- [Extracted data]:

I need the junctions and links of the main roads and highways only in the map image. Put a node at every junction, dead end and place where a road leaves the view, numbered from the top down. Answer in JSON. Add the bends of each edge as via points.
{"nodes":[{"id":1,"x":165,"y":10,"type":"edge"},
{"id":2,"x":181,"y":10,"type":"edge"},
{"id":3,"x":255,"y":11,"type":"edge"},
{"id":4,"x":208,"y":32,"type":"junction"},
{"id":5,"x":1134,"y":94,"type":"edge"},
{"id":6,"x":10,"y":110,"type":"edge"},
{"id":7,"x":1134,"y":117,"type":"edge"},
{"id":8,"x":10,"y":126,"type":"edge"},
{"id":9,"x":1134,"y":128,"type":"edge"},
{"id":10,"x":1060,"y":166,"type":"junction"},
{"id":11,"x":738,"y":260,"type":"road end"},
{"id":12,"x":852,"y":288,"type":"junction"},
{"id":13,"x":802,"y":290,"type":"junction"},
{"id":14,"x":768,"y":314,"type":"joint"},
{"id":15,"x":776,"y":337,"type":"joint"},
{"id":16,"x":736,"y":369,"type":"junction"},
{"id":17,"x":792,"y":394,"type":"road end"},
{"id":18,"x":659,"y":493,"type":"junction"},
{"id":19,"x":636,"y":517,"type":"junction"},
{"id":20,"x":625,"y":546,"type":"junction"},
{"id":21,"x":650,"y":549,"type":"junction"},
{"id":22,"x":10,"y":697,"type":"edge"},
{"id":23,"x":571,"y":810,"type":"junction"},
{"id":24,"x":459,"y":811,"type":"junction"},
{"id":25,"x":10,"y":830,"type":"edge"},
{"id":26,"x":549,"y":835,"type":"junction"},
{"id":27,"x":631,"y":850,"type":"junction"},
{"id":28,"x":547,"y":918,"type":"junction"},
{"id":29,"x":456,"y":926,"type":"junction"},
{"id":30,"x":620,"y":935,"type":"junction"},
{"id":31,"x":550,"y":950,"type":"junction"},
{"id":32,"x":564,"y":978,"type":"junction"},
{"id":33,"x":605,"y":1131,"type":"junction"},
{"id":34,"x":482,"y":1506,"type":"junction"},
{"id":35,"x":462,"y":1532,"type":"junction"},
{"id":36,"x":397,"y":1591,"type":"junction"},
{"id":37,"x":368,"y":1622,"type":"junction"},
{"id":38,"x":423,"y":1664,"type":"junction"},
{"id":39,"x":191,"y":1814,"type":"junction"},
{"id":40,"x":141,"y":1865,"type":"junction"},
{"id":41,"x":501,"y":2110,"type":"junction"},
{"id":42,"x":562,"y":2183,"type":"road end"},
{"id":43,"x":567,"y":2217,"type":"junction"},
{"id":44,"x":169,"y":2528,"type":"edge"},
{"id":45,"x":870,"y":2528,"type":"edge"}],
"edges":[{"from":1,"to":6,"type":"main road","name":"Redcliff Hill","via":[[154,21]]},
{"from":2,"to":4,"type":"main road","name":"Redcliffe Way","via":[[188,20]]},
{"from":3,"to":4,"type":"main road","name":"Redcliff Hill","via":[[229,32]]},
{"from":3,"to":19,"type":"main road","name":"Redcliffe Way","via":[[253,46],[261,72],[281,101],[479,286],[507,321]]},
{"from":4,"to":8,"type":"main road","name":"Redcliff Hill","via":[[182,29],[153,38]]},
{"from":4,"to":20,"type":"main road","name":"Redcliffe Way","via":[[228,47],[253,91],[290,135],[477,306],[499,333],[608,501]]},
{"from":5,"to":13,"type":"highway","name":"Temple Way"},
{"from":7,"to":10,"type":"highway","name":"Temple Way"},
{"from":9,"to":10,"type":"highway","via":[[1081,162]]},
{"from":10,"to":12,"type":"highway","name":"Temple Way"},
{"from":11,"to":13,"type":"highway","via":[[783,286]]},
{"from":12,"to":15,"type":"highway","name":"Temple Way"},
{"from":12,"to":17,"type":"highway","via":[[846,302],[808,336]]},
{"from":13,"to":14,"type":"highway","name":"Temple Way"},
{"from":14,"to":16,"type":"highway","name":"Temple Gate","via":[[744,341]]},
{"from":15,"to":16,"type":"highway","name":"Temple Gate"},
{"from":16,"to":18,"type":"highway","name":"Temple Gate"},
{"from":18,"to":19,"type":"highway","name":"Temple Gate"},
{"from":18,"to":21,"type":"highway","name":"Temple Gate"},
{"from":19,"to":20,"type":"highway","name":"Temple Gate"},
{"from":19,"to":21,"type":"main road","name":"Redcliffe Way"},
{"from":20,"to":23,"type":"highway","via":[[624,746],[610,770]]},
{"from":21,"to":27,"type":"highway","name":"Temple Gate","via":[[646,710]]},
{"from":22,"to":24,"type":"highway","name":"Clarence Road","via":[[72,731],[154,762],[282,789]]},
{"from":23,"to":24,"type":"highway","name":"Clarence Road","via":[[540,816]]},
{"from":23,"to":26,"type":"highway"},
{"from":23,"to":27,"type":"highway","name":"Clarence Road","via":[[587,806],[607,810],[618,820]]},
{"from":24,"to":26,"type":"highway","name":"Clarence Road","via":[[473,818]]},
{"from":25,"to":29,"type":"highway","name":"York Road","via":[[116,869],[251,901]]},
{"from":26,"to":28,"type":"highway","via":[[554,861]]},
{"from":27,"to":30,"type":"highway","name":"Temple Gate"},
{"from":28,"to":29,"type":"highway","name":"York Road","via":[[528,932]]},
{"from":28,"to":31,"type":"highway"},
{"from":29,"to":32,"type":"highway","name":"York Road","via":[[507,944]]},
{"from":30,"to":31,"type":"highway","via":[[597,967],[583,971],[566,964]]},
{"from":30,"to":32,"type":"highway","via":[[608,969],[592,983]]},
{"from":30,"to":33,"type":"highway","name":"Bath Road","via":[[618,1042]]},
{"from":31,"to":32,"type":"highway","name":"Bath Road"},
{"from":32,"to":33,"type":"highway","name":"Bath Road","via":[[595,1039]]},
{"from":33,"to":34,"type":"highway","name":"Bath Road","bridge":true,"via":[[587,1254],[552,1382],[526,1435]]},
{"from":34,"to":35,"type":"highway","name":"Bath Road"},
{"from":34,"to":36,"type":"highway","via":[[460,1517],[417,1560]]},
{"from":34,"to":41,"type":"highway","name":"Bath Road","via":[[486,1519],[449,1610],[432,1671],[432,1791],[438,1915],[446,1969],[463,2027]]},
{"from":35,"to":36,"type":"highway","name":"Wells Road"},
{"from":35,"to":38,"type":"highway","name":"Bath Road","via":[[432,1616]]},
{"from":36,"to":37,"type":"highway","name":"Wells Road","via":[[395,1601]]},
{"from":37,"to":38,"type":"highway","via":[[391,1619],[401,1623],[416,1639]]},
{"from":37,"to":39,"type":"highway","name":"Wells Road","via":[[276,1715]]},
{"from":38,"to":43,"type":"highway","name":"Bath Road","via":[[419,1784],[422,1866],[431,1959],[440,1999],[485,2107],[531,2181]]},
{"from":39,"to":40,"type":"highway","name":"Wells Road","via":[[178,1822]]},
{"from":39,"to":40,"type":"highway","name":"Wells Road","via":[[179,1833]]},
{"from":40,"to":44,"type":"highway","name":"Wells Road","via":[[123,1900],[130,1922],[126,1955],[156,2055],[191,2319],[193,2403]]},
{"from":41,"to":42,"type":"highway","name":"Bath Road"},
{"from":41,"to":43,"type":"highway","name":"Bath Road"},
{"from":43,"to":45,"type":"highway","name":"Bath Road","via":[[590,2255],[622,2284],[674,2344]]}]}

- [Work to be completed]:
Nothing but a number should be returned: how many lines of the listing include "main".

- [Answer section]:
8